Vancouver Canucks captain Bo Horvat said the mentality of the past has been turned on its head when it comes to illness.

"As hockey players you want to be in every single game, you want to play, and you want to help your teammate, and you want to be a difference-maker," he said. "Before you played through colds, you played through injuries, you played through sickness and stuff like that.

"You have to step back and think a little bit now. It's a different animal, this virus. You have to be not only cautious of yourself and how you're feeling, but the people around you, too. It's not just your teammates, it's the medical staff, it's the trainers, it's everybody you're around every single day, and even obviously opposing teams. You've got to think of everybody. You've got to be very cautious."

Edmonton Oilers centre and NHL leading scorer Leon Draisaitl said that caution is going to become the new norm.

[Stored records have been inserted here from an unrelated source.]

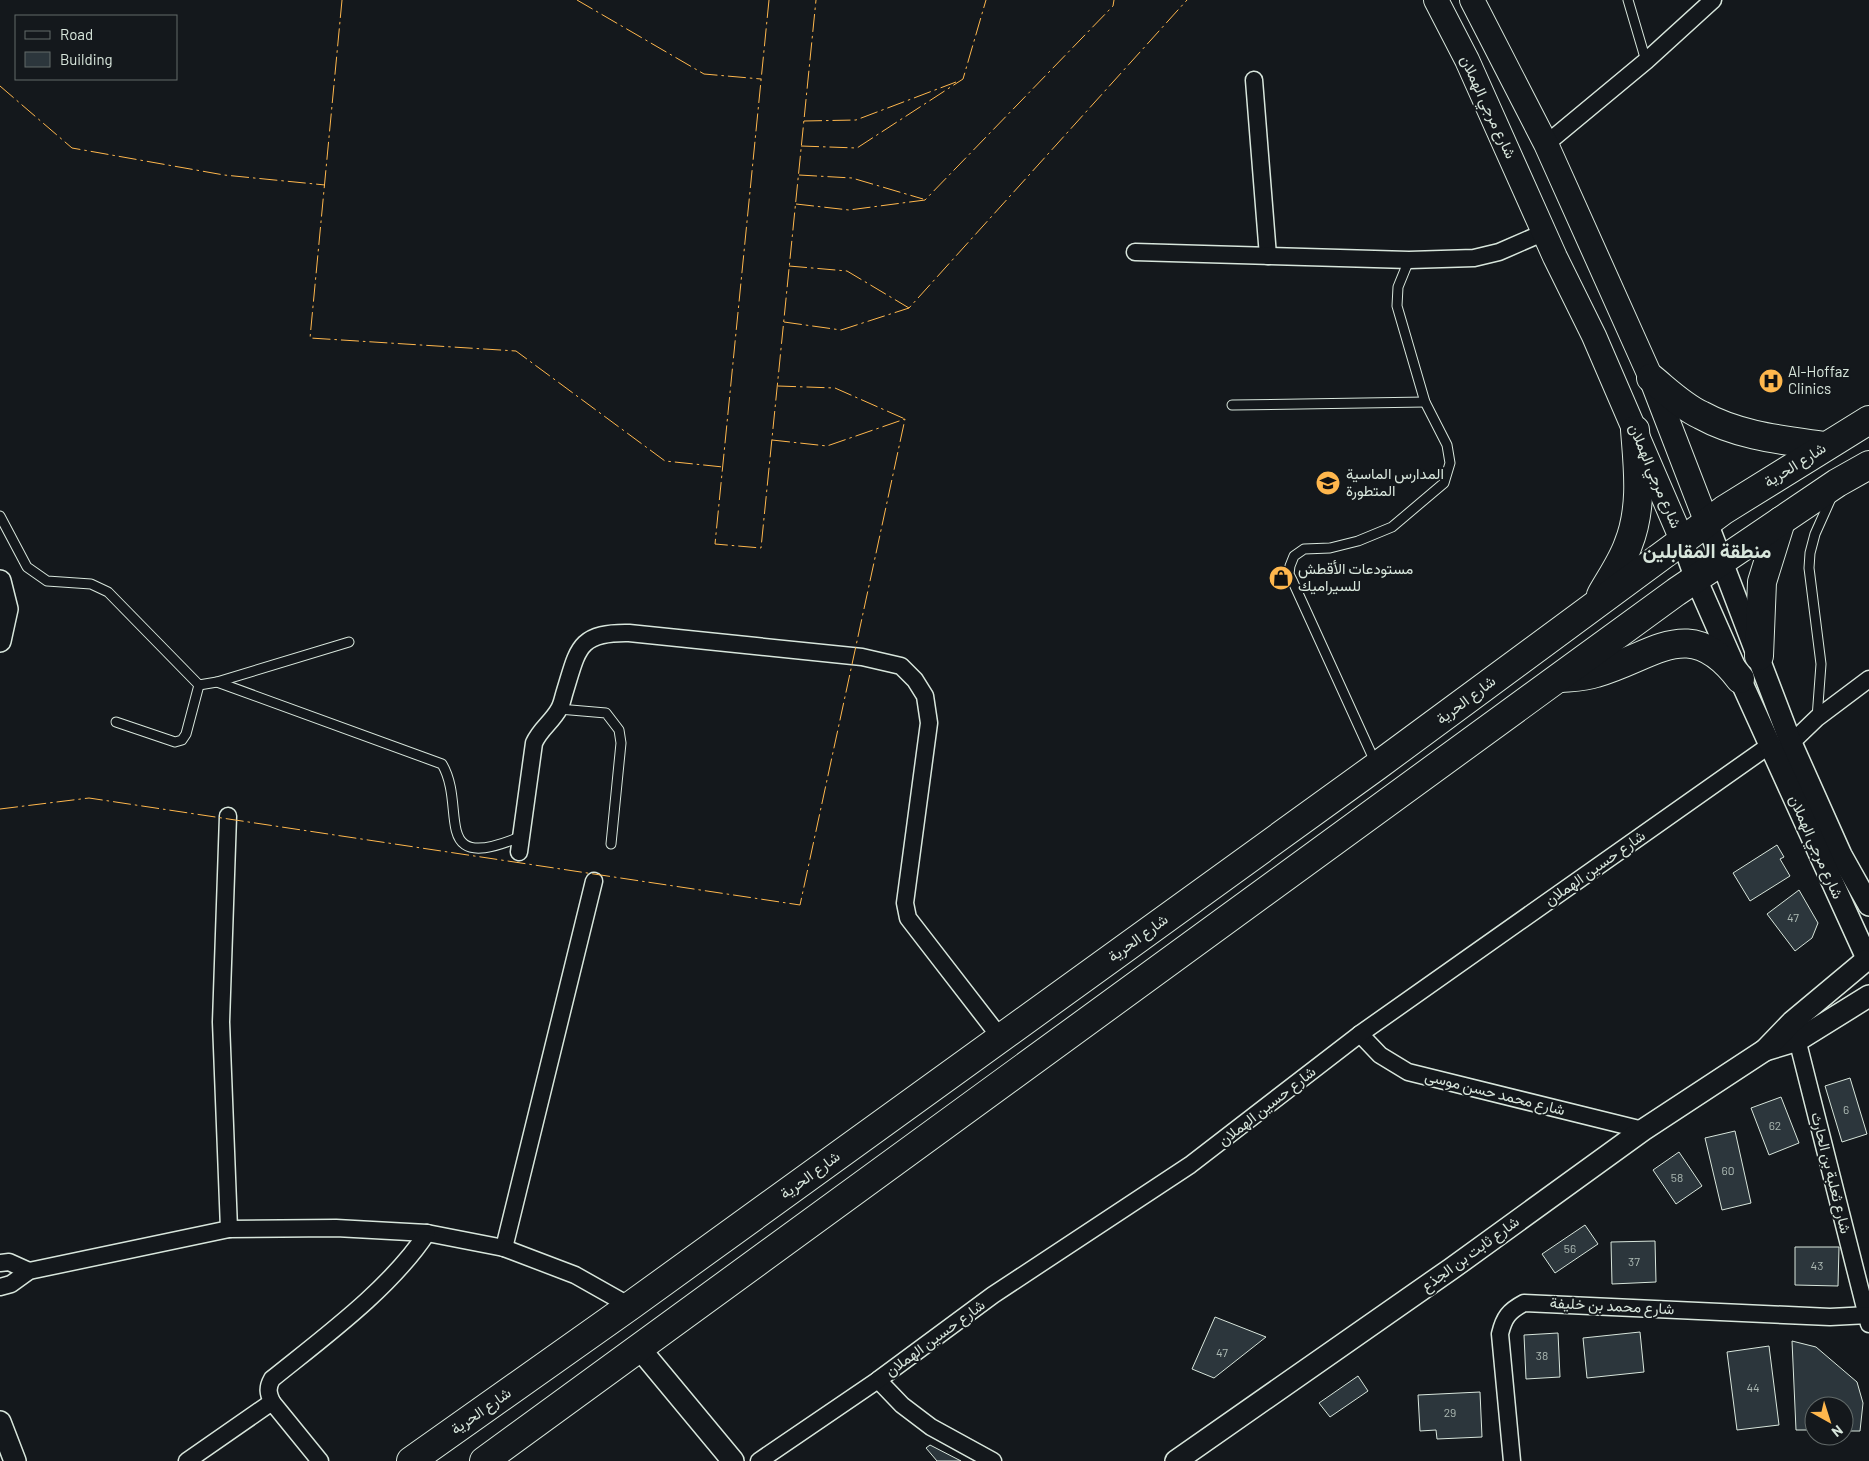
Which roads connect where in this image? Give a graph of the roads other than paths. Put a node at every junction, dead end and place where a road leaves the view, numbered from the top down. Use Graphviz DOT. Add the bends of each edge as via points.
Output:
graph roads {
  1 [pos="1436,0"];
  2 [pos="1472,0"];
  3 [pos="1628,0"];
  4 [pos="1713,0"];
  5 [pos="1646,61"];
  6 [pos="1254,80"];
  7 [pos="1546,144"];
  8 [pos="1545,232"];
  9 [pos="1135,252"];
  10 [pos="1268,256"];
  11 [pos="1409,260"];
  12 [pos="1651,378"];
  13 [pos="1426,402"];
  14 [pos="1232,405"];
  15 [pos="1869,420"];
  16 [pos="1635,430"];
  17 [pos="1824,446"];
  18 [pos="1869,465"];
  19 [pos="1837,483"];
  20 [pos="0,516"];
  21 [pos="1781,521"];
  22 [pos="1706,523"];
  23 [pos="1682,540"];
  24 [pos="1720,562"];
  25 [pos="1696,579"];
  26 [pos="0,582"];
  27 [pos="1596,603"];
  28 [pos="0,641"];
  29 [pos="349,642"];
  30 [pos="1759,656"];
  31 [pos="1557,679"];
  32 [pos="1740,679"];
  33 [pos="1869,679"];
  34 [pos="217,682"];
  35 [pos="199,685"];
  36 [pos="559,709"];
  37 [pos="1817,718"];
  38 [pos="116,722"];
  39 [pos="1791,743"];
  40 [pos="1770,745"];
  41 [pos="1377,766"];
  42 [pos="228,816"];
  43 [pos="522,836"];
  44 [pos="611,844"];
  45 [pos="519,852"];
  46 [pos="594,881"];
  47 [pos="1869,904"];
  48 [pos="1867,959"];
  49 [pos="1869,996"];
  50 [pos="1795,1031"];
  51 [pos="1360,1034"];
  52 [pos="1000,1037"];
  53 [pos="1643,1130"];
  54 [pos="229,1229"];
  55 [pos="427,1233"];
  56 [pos="504,1248"];
  57 [pos="0,1263"];
  58 [pos="29,1271"];
  59 [pos="0,1287"];
  60 [pos="630,1306"];
  61 [pos="1868,1318"];
  62 [pos="640,1349"];
  63 [pos="878,1380"];
  64 [pos="272,1402"];
  65 [pos="0,1422"];
  66 [pos="15,1461"];
  67 [pos="187,1461"];
  68 [pos="320,1461"];
  69 [pos="411,1461"];
  70 [pos="484,1461"];
  71 [pos="733,1461"];
  72 [pos="759,1461"];
  73 [pos="993,1461"];
  74 [pos="1176,1461"];
  75 [pos="1512,1461"];
  1 -- 8 [label="main road, شارع مرجي الهملان" via="1467,60"];
  2 -- 7 [label="main road, شارع مرجي الهملان"];
  3 -- 5 [label="lane"];
  4 -- 5 [label="street"];
  5 -- 7 [label="street"];
  6 -- 10 [label="street"];
  7 -- 12 [label="main road, شارع مرجي الهملان"];
  8 -- 11 [label="street" via="1498,252 1474,258"];
  8 -- 16 [label="main road, شارع مرجي الهملان"];
  9 -- 10 [label="street"];
  10 -- 11 [label="street"];
  11 -- 13 [label="lane" via="1398,287 1396,306"];
  12 -- 17 [label="highway" via="1701,416 1730,428 1764,438"];
  12 -- 22 [label="main road, شارع مرجي الهملان"];
  13 -- 14 [label="lane"];
  13 -- 41 [label="lane" via="1447,445 1450,463 1444,483 1392,527 1358,541 1304,550 1294,556 1290,566 1292,582"];
  15 -- 17 [label="highway, شارع الحرية"];
  16 -- 23 [label="main road, شارع مرجي الهملان"];
  16 -- 27 [label="highway" via="1637,512 1628,544"];
  17 -- 22 [label="highway, شارع الحرية"];
  18 -- 19 [label="highway"];
  19 -- 21 [label="highway"];
  19 -- 37 [label="lane" via="1810,553 1821,664"];
  20 -- 35 [label="lane" via="27,567 47,581 91,584 108,592"];
  21 -- 24 [label="highway"];
  21 -- 30 [label="highway" via="1762,582"];
  22 -- 23 [label="highway, شارع الحرية"];
  22 -- 24 [label="street, شارع مرجي الهملان"];
  23 -- 25 [label="street, شارع مرجي الهملان"];
  23 -- 27 [label="highway, شارع الحرية"];
  24 -- 25 [label="highway"];
  24 -- 30 [label="street, شارع مرجي الهملان"];
  25 -- 31 [label="highway"];
  25 -- 32 [label="street, شارع مرجي الهملان"];
  26 -- 28 [label="street" via="8,609"];
  27 -- 41 [label="highway, شارع الحرية"];
  29 -- 34 [label="lane"];
  30 -- 39 [label="street, شارع مرجي الهملان"];
  31 -- 32 [label="highway" via="1595,674 1671,644 1685,642 1716,655"];
  31 -- 62 [label="highway"];
  32 -- 40 [label="street, شارع مرجي الهملان"];
  33 -- 37 [label="street"];
  34 -- 35 [label="lane"];
  34 -- 43 [label="lane" via="442,764 448,774 458,838 472,848 494,848"];
  35 -- 38 [label="lane" via="182,740 175,742"];
  36 -- 43 [label="street" via="534,743"];
  36 -- 44 [label="lane" via="606,713 619,730 621,742"];
  36 -- 52 [label="street" via="576,652 592,637 612,632 862,656 901,666 925,696 929,723 905,903 908,918"];
  37 -- 39 [label="street"];
  39 -- 47 [label="street, شارع مرجي الهملان" via="1840,855"];
  40 -- 48 [label="street, شارع مرجي الهملان"];
  40 -- 51 [label="street, شارع حسين الهملان"];
  41 -- 52 [label="highway, شارع الحرية"];
  42 -- 54 [label="street" via="221,1022"];
  43 -- 45 [label="street"];
  46 -- 56 [label="street"];
  48 -- 50 [label="street, شارع ثابت بن الجذع"];
  49 -- 50 [label="street, شارع ثابت بن الجذع"];
  50 -- 53 [label="street, شارع ثابت بن الجذع"];
  50 -- 61 [label="street, شارع ثعلبة بن الحارث"];
  51 -- 53 [label="street, شارع محمد حسن موسى" via="1380,1055 1408,1072"];
  51 -- 63 [label="street, شارع حسين الهملان" via="1190,1164 994,1296"];
  52 -- 60 [label="highway, شارع الحرية"];
  53 -- 74 [label="street, شارع ثابت بن الجذع"];
  54 -- 55 [label="street" via="336,1228"];
  54 -- 58 [label="street"];
  55 -- 56 [label="street"];
  55 -- 64 [label="street" via="391,1278 272,1379 268,1386"];
  56 -- 60 [label="street" via="575,1275"];
  57 -- 58 [label="street" via="9,1262"];
  58 -- 59 [label="street" via="11,1284"];
  60 -- 69 [label="highway, شارع الحرية"];
  61 -- 75 [label="street, شارع محمد بن خليفة" via="1524,1302 1504,1319 1500,1334"];
  62 -- 70 [label="highway"];
  62 -- 71 [label="street"];
  63 -- 72 [label="street, شارع حسين الهملان"];
  63 -- 73 [label="street" via="930,1427"];
  64 -- 67 [label="street"];
  64 -- 68 [label="street"];
  65 -- 66 [label="street"];
}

"Every hockey player has played through certain things and we've all played through a flu or sickness or whatever it is," he said. "But now with this going around, it makes it a little more dangerous.

"You have to be careful."

Winnipeg Jets centre Andrew Copp said hockey's team-first mentality should kick in if someone isn't feeling right.

"You hope that everyone's pretty dialled in, and not only for everyone's health and safety, but for the team too," he said. "If this guy gets it, he's not playing. Hopefully everyone can realize that we're all making a lot of sacrifices here."

The NHL hasn't said how many positive tests would constitute the "uncontrolled outbreak" listed in its return-to-play protocol that could conceivably shut the league's resumption down. There's a difference between cases being spread out and a cluster of infections on a team or teams.

The league said earlier this week 30 players tested positive for COVID-19 during voluntary workouts at team facilities between June 8 and July 12. Another 13 positive results came outside of the league's protocol, while 10 other players tested positive in the spring. Training camps opened Monday, but individuals and teams won't be named moving forward with regards to positive tests.

It's no secret players have hid countless injuries in the past, and the league has been criticized heavily for how it dealt with the concussion issue, but Mathieu Schneider, special assistant to NHLPA executive director Don Fehr, said the virus is different territory.

"If concussions were contagious, I think players would feel differently about it," Schneider said. "Guys certainly understand the notion that if they are not honest with symptoms or how they might feel, that they put their entire team in jeopardy.

"There's going to be a huge onus on the players here in (training camp) to make sure that they're taking care of themselves and looking out for their teammates -- going to the rink, going home, going to the grocery store, social distancing, wearing mask, washing your hands. All the things that all of us are practising every single day now."

Toronto Maple Leafs defenceman Morgan Rielly said it simply comes down to common sense is in this new reality.

"It's on the players and our staff to be honest with each other," he said. "You don't want to put anyone else at risk.

"You want to do what's best for them."